(Stored data)
+ + + + +

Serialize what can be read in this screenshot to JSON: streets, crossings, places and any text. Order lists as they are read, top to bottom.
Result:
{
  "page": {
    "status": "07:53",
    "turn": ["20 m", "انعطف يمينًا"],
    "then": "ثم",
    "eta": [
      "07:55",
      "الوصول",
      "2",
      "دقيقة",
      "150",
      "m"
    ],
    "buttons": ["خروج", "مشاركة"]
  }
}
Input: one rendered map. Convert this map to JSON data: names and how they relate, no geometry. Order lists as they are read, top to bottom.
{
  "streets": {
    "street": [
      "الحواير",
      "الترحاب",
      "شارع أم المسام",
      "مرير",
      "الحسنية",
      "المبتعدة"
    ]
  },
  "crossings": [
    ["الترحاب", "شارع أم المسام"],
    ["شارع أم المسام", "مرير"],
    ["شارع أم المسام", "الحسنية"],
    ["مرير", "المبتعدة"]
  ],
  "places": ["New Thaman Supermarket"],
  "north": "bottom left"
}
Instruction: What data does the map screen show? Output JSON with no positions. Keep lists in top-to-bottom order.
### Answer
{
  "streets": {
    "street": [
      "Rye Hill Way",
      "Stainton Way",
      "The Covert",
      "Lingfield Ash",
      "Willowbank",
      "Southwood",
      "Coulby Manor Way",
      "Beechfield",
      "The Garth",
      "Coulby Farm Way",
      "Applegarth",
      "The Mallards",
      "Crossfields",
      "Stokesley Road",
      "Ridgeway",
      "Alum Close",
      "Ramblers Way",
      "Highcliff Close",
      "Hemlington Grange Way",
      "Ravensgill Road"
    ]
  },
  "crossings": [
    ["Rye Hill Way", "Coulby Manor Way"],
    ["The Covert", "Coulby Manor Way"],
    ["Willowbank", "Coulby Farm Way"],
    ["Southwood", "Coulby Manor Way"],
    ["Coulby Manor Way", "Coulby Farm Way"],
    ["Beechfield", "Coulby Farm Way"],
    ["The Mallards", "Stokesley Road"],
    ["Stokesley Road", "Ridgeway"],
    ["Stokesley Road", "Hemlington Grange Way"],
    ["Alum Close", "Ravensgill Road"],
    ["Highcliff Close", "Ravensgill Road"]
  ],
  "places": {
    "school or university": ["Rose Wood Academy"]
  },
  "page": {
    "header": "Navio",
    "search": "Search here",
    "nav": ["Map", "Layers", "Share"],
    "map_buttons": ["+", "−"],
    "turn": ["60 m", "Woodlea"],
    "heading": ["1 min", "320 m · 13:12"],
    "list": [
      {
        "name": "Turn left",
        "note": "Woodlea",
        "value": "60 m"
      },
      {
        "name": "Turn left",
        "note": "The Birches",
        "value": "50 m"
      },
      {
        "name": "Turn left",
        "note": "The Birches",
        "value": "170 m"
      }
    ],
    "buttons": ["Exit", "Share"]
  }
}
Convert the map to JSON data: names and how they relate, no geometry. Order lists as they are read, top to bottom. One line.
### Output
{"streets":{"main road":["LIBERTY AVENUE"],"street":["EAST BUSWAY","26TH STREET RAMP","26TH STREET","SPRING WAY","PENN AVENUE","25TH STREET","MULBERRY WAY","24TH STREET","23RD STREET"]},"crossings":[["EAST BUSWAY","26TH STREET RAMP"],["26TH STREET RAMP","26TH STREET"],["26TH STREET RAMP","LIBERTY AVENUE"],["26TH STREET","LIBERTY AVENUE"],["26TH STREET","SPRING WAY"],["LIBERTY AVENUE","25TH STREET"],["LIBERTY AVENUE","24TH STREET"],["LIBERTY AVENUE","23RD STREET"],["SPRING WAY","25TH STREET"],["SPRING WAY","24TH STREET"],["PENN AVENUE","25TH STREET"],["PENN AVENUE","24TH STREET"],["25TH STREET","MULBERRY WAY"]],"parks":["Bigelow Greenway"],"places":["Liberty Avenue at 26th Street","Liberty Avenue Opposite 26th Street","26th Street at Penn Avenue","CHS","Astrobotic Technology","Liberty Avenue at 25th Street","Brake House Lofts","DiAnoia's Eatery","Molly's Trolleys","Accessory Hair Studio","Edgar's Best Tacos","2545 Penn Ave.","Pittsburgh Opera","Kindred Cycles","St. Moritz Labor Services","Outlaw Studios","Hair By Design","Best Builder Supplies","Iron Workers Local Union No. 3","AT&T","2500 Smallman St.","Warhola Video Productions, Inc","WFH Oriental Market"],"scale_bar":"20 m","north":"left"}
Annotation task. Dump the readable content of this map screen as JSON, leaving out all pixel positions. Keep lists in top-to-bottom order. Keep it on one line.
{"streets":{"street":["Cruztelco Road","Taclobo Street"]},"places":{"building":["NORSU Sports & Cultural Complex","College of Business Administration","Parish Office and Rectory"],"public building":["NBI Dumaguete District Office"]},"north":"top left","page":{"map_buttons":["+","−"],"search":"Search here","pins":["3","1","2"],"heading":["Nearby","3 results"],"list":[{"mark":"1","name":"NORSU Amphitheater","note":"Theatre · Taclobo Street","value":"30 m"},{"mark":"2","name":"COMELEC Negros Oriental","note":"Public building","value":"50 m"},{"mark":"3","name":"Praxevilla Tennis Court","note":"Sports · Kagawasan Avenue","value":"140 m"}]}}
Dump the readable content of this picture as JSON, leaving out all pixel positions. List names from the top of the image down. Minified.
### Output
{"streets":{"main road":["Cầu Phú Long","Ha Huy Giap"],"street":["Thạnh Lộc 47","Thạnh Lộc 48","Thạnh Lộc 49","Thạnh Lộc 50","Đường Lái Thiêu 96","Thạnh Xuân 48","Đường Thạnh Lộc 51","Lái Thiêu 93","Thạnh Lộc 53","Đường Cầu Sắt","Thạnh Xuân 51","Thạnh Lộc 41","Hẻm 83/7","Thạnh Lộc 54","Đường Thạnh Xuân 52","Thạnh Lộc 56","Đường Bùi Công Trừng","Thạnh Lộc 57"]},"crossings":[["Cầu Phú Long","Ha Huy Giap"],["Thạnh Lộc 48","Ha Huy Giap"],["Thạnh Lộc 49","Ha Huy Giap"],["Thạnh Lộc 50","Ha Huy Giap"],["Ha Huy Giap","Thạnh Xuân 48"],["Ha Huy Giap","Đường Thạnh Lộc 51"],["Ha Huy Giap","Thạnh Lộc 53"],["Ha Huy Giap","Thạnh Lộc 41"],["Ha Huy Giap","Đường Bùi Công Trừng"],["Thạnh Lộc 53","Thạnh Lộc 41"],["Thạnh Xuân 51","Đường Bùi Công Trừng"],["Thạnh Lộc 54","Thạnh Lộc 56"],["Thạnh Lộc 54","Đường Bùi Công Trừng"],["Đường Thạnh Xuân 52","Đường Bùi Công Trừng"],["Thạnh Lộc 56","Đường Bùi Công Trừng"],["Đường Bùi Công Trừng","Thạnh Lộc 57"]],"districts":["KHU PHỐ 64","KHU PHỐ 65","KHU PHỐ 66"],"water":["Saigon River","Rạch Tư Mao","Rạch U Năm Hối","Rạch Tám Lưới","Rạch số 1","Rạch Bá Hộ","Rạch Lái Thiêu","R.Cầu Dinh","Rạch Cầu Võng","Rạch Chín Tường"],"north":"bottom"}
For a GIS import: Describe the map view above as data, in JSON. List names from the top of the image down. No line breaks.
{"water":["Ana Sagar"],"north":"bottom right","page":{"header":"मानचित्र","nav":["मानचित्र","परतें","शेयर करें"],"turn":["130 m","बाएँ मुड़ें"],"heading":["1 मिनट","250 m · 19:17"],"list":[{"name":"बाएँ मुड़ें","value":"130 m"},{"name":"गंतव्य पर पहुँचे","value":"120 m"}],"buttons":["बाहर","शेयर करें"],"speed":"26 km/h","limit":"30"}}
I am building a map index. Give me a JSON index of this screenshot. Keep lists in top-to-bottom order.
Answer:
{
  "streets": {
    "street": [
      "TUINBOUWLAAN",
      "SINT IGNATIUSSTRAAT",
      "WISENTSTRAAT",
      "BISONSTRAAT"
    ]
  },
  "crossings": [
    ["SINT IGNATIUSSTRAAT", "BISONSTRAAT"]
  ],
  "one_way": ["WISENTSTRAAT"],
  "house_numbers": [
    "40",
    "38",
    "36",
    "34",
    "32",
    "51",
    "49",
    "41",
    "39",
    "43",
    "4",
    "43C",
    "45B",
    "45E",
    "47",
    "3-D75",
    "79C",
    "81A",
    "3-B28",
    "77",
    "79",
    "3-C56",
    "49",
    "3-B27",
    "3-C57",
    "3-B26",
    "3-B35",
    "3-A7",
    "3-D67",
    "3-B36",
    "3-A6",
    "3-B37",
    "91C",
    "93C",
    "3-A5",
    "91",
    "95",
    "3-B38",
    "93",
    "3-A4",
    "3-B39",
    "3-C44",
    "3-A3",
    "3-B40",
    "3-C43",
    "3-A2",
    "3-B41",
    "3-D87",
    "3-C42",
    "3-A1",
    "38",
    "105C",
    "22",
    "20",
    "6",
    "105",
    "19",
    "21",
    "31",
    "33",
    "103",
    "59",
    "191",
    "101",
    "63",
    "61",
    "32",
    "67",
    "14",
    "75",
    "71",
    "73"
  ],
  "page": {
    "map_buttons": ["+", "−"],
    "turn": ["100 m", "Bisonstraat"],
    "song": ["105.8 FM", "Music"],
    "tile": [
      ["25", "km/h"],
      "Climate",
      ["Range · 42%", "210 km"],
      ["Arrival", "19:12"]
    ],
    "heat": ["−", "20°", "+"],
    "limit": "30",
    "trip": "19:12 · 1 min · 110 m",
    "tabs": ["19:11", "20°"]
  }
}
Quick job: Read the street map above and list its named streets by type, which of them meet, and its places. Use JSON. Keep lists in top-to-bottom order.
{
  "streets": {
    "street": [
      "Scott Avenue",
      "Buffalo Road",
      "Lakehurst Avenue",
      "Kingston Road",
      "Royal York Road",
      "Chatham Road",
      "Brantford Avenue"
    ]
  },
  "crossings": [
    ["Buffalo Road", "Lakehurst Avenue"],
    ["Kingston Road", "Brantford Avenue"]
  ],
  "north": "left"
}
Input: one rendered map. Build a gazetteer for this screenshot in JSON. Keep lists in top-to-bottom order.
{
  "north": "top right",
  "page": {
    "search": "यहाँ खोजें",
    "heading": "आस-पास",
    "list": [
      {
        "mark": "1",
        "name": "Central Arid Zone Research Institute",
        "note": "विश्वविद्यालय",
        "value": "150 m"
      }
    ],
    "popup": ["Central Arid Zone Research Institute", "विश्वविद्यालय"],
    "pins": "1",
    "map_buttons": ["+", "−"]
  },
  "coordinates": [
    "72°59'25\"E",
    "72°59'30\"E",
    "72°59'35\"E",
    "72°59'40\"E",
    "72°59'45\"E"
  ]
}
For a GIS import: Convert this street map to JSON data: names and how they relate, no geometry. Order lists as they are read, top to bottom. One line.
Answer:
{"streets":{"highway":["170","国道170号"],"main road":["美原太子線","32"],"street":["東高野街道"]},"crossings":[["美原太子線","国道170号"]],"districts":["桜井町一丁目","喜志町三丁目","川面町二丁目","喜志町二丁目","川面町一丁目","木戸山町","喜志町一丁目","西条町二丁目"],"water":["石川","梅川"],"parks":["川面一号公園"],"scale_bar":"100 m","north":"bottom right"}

+ + + + +

Task instructions: Look back at the entries above. Retype the line with "Input: one rendered map. Convert", the line with "Instruction: What data", and all lines in between.

Exercise output:
Input: one rendered map. Convert this map to JSON data: names and how they relate, no geometry. Order lists as they are read, top to bottom.
{
  "streets": {
    "street": [
      "الحواير",
      "الترحاب",
      "شارع أم المسام",
      "مرير",
      "الحسنية",
      "المبتعدة"
    ]
  },
  "crossings": [
    ["الترحاب", "شارع أم المسام"],
    ["شارع أم المسام", "مرير"],
    ["شارع أم المسام", "الحسنية"],
    ["مرير", "المبتعدة"]
  ],
  "places": ["New Thaman Supermarket"],
  "north": "bottom left"
}
Instruction: What data does the map screen show? Output JSON with no positions. Keep lists in top-to-bottom order.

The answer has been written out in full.